• _WORK INSTRUCTIONS_: Pull each line containing "Köşk" from the data.

-- THE INPUT follows --

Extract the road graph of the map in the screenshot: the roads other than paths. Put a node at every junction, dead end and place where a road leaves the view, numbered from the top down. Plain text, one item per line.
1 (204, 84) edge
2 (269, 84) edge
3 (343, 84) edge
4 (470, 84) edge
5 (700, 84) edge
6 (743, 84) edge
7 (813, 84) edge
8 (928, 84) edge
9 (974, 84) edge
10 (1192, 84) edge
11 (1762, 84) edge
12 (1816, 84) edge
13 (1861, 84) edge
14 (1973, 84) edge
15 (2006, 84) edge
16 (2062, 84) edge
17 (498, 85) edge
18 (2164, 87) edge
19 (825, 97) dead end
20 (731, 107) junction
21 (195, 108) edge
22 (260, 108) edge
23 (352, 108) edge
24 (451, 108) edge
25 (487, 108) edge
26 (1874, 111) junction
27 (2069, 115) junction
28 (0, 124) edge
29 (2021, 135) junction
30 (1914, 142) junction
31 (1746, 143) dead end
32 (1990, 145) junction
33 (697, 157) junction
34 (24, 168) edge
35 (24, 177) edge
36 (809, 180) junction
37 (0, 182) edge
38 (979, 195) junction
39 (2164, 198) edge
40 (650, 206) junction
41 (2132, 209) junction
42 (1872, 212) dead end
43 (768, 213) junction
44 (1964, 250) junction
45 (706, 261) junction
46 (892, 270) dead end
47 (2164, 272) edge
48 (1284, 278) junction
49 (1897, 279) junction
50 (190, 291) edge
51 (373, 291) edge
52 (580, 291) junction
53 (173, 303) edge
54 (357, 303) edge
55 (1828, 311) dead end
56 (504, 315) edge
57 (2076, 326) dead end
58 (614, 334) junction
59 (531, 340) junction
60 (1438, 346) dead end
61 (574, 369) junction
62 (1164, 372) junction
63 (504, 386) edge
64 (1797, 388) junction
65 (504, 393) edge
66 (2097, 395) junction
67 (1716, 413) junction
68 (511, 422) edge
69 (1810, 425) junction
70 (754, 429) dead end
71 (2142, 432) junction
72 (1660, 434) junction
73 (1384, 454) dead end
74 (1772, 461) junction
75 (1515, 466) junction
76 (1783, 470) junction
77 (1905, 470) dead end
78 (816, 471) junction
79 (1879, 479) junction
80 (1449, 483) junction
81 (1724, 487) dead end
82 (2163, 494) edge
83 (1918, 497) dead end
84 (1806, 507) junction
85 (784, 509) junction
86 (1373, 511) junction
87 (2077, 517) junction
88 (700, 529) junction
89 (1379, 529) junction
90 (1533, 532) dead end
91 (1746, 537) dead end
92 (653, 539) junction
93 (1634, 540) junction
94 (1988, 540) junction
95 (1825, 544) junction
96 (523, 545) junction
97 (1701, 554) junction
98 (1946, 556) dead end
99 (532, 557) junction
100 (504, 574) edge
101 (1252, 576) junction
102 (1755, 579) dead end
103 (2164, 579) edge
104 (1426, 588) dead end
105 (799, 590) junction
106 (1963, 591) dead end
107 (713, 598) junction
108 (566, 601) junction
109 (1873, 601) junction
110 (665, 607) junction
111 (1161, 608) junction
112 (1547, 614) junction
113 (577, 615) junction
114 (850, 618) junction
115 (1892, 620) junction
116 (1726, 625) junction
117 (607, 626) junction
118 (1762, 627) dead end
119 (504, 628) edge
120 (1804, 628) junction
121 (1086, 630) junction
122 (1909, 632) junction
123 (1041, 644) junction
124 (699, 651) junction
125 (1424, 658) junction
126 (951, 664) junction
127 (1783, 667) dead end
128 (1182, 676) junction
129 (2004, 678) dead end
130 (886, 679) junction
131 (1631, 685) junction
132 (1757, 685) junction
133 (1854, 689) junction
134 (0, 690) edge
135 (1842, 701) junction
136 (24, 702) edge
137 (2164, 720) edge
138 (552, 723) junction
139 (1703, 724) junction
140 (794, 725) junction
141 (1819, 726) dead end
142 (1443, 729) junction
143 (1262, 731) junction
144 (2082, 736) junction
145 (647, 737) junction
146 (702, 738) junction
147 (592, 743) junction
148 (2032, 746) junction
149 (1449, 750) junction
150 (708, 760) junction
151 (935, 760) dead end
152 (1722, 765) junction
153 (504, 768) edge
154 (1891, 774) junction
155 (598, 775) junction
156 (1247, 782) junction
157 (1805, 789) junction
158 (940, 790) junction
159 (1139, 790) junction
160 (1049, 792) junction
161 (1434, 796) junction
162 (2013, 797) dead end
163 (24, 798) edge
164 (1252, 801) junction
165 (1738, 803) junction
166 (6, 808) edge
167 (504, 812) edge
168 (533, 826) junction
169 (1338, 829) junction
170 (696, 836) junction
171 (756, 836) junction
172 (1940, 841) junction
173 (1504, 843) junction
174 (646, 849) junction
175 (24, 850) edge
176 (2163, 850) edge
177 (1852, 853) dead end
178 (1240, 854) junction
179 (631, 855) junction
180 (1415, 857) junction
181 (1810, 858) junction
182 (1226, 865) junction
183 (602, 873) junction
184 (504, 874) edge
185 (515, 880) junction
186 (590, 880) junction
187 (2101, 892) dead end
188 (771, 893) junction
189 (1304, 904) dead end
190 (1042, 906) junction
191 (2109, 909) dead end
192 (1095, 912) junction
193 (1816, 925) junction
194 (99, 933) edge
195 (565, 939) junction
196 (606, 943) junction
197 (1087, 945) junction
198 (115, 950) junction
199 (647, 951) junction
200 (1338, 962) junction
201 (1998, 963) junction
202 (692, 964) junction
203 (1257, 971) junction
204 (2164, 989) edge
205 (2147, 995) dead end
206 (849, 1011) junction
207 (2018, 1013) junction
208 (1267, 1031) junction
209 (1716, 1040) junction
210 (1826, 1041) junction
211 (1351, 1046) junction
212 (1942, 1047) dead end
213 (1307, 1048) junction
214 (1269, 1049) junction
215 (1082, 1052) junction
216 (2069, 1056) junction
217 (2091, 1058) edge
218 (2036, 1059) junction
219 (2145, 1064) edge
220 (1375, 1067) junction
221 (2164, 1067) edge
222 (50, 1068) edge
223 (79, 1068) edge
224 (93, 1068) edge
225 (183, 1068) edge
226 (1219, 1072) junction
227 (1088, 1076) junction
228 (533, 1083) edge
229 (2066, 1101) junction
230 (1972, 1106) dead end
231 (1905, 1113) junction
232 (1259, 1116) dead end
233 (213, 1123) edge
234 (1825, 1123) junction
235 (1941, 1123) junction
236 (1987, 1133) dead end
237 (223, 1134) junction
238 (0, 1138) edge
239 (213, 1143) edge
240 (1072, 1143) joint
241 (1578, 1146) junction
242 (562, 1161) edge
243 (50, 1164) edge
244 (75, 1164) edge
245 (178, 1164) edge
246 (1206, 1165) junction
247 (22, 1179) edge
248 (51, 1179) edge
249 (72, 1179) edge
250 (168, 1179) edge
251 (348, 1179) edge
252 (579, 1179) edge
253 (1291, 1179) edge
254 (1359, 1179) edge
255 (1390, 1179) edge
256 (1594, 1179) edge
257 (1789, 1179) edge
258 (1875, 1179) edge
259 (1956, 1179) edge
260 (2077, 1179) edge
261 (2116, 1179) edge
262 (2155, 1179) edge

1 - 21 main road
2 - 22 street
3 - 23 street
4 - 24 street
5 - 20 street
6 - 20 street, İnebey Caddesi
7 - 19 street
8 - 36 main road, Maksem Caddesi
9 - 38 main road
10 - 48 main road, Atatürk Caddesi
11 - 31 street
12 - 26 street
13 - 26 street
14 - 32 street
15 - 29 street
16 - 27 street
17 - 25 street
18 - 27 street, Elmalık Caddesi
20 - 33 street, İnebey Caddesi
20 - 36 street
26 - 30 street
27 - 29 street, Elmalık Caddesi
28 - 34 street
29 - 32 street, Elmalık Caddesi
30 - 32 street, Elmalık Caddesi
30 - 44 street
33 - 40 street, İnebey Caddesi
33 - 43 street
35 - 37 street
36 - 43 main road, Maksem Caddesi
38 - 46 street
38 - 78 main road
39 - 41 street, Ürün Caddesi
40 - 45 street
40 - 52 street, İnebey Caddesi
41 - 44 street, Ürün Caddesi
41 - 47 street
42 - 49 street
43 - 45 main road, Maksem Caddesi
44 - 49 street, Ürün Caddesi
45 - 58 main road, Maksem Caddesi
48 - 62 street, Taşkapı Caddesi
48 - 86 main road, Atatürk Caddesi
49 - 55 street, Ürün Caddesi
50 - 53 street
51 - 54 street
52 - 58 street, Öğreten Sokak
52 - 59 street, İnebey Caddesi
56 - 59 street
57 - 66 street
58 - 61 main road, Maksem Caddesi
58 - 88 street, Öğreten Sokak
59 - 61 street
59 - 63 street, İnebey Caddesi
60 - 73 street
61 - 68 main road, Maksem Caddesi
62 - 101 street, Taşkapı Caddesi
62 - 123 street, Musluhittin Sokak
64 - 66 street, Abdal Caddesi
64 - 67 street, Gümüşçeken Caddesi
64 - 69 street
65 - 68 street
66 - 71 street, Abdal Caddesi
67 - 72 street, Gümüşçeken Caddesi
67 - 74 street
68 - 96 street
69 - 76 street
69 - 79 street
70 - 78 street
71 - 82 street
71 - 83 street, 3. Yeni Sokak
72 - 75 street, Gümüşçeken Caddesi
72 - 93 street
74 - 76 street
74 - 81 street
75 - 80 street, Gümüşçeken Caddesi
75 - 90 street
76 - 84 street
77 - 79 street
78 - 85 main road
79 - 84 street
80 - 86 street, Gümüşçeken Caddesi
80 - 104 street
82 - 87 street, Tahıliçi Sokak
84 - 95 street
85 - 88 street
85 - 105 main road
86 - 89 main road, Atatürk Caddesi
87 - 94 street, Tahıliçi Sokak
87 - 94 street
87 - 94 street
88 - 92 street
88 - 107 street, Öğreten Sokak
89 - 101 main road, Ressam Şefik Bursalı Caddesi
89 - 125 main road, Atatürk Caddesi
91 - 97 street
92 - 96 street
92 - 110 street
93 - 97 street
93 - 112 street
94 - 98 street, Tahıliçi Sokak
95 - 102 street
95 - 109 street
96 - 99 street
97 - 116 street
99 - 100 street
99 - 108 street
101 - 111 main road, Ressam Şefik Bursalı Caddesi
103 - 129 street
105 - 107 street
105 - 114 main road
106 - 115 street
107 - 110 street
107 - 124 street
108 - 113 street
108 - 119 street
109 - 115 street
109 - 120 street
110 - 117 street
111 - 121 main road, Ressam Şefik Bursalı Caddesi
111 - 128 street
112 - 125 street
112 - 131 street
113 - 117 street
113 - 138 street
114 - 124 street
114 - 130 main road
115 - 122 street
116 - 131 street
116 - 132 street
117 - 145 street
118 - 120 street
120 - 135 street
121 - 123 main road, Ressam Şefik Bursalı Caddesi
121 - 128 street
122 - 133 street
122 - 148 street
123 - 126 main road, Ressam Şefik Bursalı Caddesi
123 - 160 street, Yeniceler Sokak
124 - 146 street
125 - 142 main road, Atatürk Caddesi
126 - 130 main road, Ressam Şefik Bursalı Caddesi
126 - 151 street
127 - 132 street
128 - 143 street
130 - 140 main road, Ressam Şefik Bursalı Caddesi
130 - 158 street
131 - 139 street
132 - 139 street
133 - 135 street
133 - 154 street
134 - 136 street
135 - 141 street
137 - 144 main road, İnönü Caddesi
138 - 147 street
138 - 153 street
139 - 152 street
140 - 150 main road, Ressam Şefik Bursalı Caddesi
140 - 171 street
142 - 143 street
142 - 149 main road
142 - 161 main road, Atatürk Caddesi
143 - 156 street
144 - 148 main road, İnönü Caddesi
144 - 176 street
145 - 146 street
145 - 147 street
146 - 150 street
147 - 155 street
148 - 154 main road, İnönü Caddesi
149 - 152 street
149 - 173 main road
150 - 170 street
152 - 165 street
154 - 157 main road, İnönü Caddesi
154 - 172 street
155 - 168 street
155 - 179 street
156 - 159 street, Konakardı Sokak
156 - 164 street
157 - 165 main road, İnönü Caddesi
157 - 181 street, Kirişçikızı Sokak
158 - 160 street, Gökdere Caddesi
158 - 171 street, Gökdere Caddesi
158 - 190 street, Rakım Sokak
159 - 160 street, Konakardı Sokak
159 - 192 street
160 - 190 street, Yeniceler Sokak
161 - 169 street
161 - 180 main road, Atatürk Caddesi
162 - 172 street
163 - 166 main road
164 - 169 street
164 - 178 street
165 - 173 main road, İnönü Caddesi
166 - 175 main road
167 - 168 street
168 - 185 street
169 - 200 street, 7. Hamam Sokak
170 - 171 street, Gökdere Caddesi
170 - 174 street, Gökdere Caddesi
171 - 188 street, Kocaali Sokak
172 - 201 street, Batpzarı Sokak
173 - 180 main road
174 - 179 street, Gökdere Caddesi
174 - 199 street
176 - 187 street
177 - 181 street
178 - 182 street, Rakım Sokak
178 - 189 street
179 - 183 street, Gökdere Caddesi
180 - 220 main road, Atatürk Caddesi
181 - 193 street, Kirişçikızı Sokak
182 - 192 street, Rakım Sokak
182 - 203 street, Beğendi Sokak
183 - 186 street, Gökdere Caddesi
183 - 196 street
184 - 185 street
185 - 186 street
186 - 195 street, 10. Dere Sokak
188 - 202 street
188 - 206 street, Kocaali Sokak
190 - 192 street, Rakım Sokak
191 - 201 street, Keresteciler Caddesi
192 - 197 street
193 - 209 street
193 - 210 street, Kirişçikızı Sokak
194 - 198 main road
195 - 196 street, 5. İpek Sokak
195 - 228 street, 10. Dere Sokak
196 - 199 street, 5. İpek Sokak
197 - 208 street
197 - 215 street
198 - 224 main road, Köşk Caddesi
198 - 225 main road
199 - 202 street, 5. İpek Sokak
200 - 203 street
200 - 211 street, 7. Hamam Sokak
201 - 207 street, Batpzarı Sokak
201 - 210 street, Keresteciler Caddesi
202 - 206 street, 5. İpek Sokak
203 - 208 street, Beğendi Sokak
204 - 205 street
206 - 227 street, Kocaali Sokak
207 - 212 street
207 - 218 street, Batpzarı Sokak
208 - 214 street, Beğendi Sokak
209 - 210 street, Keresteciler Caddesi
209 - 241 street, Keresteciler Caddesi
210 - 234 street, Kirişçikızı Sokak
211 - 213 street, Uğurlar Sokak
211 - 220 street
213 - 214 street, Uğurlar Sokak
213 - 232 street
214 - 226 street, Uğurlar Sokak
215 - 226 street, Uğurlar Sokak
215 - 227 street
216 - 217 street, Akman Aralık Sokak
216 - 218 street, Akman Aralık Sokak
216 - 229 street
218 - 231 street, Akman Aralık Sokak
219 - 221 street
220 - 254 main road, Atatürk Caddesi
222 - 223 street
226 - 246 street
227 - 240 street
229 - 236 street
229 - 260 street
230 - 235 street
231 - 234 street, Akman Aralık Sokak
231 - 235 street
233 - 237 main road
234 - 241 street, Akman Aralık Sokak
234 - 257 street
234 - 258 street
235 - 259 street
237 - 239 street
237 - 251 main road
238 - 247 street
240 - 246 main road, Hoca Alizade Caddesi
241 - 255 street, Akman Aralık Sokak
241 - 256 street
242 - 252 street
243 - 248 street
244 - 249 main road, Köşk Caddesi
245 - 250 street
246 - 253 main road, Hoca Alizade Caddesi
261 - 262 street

-- THE INPUT concluded --

• _SOLUTION TO THE EXERCISE_:
198 - 224 main road, Köşk Caddesi
244 - 249 main road, Köşk Caddesi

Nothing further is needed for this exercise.